**Problem details**
In the records below, find each line that holds "with" and return it.

··· Data in this exercise

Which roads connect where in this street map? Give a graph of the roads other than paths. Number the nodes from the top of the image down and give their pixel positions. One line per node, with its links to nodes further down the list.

······
··· Data in this exercise

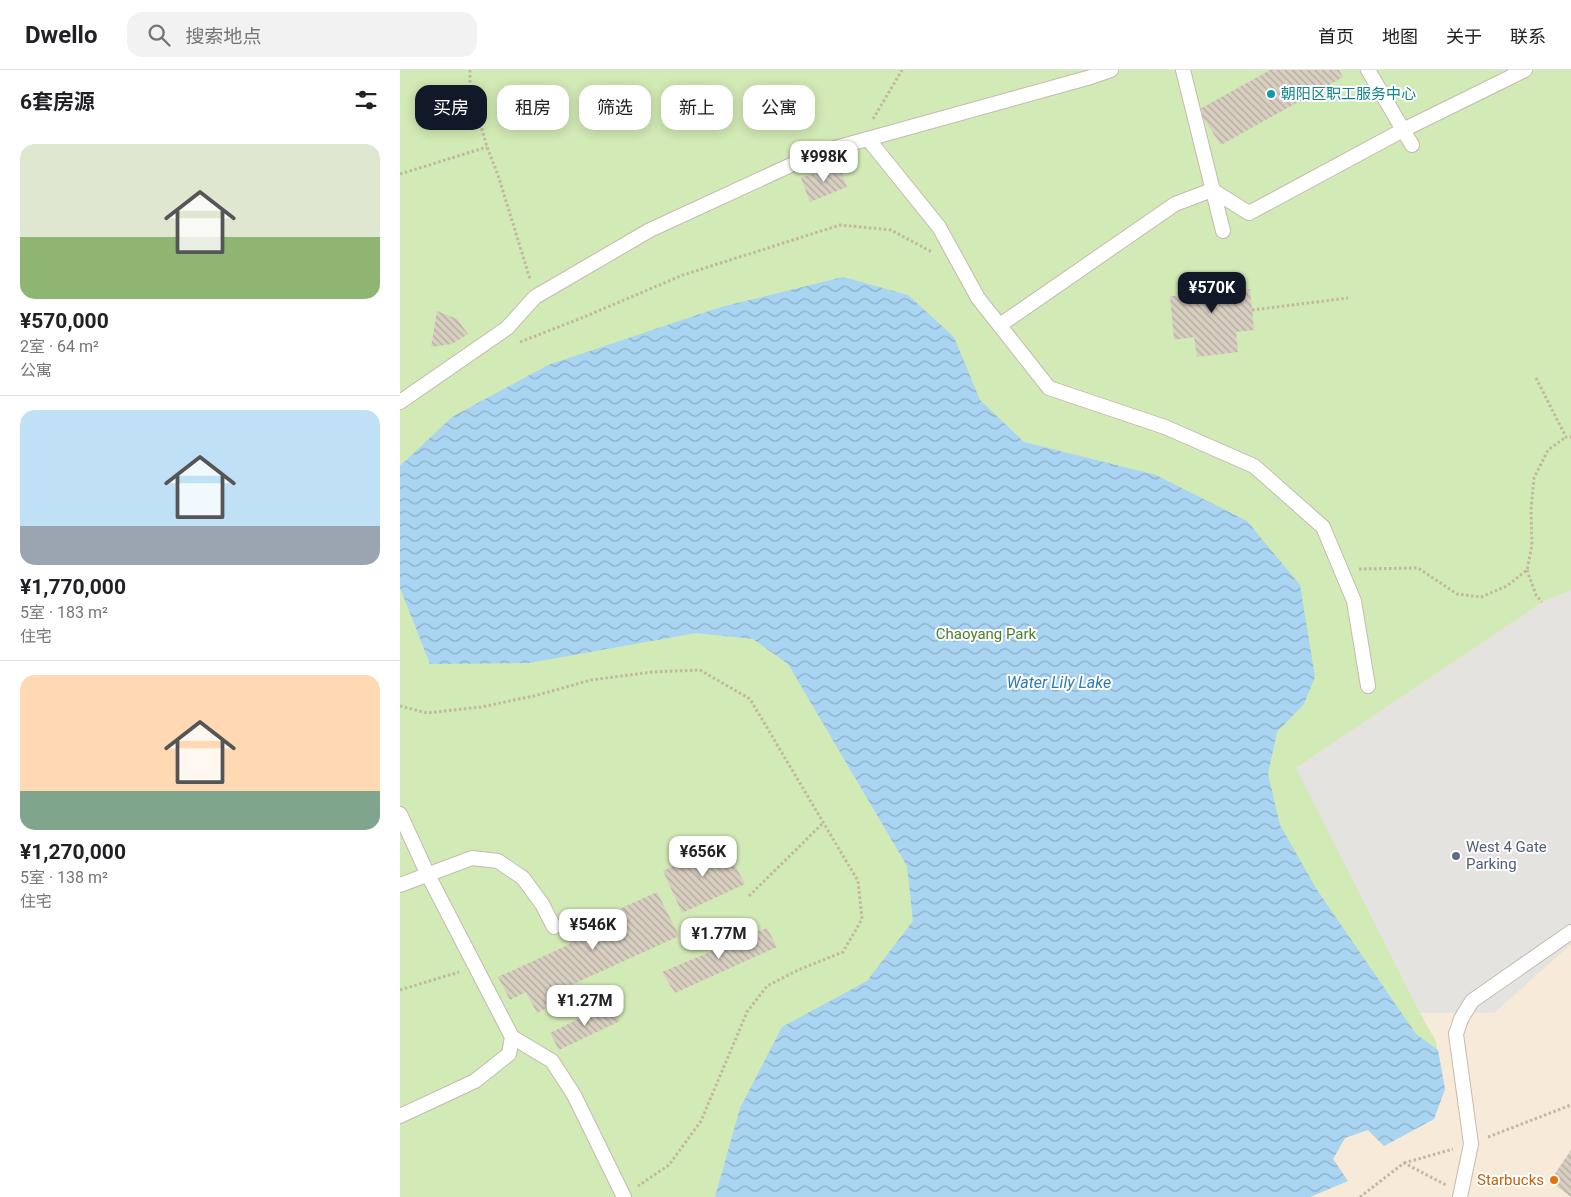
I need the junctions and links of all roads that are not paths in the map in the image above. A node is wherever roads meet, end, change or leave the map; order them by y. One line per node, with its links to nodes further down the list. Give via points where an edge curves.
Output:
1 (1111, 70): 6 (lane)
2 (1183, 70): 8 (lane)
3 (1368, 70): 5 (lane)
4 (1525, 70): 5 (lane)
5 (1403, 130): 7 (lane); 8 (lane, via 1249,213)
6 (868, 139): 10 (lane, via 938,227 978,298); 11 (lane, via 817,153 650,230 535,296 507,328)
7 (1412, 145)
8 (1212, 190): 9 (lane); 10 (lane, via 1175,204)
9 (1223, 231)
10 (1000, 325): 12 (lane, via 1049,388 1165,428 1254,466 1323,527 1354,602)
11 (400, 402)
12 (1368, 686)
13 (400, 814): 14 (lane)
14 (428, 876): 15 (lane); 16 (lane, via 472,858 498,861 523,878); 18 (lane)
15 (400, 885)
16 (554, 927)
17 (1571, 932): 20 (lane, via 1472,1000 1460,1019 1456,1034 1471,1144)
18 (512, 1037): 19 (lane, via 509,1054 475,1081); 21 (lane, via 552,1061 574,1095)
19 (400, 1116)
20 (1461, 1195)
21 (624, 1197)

······

**Completed task**
Which roads connect where in this street map? Give a graph of the roads other than paths. Number the nodes from the top of the image down and give their pixel positions. One line per node, with its links to nodes further down the list.
I need the junctions and links of all roads that are not paths in the map in the image above. A node is wherever roads meet, end, change or leave the map; order them by y. One line per node, with its links to nodes further down the list. Give via points where an edge curves.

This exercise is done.